I’d be lying, though, if I didn’t admit that my second-favorite part of the book is her smackdown of the wellness industry. Starting with the fraud that was Safeway (whose CEO eventually tired of wellness and moved on to his next bright shiny object, Theranos), which is credited with launching the ACA’s wellness provision despite not having a wellness program, she moves point by point through the fallacies, harms, cluelessness and lies which formulate the industry’s business model. (She is careful to exempt companies, like US Preventive Medicine and It Starts with Me, which have been validated by the Validation Institute.)

And, as one would expect after reading the other insights and stories in this book, Jeanne passes the ultimate IQ test: she recognized upon her first exposure to him that the leader of the wellness industry, Ron Goetzel, can’t produce even an iota of data to contradict my own exposés of the frauds and harms perpetrated by him and his cronies by screening the stuffing out of employees with callous disregard for established clinical guidelines.*

Further, despite the admitted trivial impact of their programs (Mr. Goetzel says it takes fully 2 to 3 years to reduce risk by a mere 1 to 2%), these vendors nonetheless create massive “savings” out of whole cloth. How? They have many ways to lie, but the most common way to “show savings” is to compare active motivated participants to inactive, unmotivated non-participants – even though it’s been proven repeatedly that no matter what you do (including doing nothing at all, including telling diabetics to eat more carbohydrates), participants will dramatically outperform non-participants simply due to being motivated to begin with.

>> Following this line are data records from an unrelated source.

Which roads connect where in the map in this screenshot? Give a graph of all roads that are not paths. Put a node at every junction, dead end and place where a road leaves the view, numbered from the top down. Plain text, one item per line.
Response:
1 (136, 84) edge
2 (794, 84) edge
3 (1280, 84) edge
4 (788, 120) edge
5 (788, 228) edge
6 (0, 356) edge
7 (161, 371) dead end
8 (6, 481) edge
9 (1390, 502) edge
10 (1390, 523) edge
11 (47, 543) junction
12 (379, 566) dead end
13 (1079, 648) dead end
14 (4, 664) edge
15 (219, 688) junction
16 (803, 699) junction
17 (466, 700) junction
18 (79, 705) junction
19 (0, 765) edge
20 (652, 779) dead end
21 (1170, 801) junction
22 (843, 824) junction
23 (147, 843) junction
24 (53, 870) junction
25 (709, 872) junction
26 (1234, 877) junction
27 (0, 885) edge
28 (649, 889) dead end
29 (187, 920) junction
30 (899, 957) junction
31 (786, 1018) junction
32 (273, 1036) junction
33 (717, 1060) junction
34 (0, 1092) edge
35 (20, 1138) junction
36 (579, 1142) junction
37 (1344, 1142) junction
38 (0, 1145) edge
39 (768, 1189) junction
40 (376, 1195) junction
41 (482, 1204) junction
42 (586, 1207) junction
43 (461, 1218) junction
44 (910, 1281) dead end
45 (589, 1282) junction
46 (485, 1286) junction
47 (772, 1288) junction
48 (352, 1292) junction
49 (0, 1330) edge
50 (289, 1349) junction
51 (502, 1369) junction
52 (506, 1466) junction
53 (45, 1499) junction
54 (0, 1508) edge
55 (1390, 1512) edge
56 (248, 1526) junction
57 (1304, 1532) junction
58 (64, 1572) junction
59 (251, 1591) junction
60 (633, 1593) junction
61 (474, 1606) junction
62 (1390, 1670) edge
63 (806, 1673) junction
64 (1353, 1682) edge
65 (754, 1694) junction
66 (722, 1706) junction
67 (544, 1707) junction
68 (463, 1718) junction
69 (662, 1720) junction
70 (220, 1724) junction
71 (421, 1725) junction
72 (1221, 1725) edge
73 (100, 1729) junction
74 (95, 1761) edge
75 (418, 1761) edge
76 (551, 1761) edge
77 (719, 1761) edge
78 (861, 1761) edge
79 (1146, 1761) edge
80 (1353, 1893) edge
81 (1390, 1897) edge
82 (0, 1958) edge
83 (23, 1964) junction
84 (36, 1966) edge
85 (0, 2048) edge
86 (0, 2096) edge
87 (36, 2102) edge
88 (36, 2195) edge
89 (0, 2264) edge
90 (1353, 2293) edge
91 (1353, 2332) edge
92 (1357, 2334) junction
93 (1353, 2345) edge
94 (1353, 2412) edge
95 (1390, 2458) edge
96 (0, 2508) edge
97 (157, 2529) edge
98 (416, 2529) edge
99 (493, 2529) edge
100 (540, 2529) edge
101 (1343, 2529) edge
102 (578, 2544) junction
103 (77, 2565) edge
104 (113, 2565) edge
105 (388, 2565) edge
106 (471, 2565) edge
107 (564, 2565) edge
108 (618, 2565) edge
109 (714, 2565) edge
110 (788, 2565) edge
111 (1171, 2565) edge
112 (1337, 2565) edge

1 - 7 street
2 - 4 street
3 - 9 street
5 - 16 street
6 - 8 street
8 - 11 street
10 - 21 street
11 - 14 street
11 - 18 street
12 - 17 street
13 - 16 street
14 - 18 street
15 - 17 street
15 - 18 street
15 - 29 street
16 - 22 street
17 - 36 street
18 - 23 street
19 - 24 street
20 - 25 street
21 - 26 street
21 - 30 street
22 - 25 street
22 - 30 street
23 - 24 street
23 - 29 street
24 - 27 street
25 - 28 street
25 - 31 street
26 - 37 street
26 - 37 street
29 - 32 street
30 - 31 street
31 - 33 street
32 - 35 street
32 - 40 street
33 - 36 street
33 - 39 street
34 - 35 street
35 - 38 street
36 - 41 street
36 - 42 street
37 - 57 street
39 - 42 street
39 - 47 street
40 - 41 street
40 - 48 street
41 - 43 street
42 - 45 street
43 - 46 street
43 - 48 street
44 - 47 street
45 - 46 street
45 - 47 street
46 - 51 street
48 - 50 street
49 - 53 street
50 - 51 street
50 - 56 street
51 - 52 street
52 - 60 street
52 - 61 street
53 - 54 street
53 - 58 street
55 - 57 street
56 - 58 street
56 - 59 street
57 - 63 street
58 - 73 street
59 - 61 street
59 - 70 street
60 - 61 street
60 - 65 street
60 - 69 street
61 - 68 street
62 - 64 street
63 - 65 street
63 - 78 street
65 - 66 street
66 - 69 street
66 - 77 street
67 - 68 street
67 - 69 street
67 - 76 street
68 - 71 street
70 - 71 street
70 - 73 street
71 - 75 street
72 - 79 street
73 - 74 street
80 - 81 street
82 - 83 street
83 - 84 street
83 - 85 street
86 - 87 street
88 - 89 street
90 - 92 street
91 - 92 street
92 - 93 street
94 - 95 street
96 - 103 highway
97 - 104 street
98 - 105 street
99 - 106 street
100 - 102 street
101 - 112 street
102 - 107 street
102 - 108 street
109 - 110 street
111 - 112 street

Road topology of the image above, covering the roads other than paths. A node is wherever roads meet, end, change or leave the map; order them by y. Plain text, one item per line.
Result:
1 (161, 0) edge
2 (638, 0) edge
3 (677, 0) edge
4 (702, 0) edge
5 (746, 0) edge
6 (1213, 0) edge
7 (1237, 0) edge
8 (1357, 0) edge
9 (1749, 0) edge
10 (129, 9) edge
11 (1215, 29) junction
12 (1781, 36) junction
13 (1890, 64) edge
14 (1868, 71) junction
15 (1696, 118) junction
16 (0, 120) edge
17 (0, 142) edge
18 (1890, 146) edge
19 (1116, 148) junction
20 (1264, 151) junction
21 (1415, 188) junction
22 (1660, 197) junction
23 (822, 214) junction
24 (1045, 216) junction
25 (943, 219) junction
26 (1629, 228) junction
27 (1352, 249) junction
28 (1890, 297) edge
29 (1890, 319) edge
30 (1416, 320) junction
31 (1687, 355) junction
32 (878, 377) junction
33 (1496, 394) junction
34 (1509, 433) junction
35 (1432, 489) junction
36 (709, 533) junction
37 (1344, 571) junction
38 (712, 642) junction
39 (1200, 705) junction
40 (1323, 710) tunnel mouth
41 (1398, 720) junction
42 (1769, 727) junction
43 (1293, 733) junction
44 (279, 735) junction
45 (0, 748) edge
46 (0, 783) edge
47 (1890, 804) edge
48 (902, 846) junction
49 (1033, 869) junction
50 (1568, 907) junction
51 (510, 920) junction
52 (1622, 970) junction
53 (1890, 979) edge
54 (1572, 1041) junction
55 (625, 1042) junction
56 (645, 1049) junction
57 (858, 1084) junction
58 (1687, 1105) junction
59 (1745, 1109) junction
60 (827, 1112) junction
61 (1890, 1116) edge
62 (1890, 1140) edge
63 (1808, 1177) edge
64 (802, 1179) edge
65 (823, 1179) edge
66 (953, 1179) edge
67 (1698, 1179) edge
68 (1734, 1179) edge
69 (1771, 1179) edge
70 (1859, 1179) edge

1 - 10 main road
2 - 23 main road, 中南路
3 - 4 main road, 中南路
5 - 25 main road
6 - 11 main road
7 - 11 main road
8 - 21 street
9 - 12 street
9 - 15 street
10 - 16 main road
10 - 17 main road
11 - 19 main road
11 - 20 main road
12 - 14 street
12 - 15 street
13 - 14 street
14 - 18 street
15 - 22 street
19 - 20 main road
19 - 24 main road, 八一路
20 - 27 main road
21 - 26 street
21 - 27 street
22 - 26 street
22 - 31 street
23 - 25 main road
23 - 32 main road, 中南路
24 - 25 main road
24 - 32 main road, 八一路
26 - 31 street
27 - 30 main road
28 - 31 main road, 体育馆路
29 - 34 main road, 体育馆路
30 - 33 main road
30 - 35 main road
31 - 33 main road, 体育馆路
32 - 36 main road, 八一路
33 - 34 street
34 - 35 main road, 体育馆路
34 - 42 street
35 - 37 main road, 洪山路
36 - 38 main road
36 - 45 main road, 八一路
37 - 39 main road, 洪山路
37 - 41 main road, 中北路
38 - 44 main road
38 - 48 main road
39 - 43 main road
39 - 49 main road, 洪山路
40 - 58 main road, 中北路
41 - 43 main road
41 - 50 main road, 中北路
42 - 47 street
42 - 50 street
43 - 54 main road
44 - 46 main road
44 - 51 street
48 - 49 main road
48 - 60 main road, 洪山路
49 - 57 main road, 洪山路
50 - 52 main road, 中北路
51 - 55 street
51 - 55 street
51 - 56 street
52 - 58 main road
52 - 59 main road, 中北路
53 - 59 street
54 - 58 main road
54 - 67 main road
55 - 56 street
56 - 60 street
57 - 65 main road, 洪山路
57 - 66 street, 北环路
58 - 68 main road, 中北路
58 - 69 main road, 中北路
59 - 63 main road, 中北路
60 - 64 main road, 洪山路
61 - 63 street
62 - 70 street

So when Jeanne talks about nurses taking back healthcare, these are the perps she wants to take it back from – the immensely profitable insurance companies and wellness vendors who are sucking resources out of the healthcare system while actual health outcomes continue to stagnate or deteriorate in the US, even as lifespans in other countries continue to lengthen.

Join the movement. Get nurses back into healthcare.  Employee experience and outcomes should improve because, let’s face it, they can’t get any worse.


*Mr. Goetzel, these are my own words, not Jeanne’s and not the publisher’s. So, as I’ve been urging you to do for years, sue me, not them. Please don’t make me beg.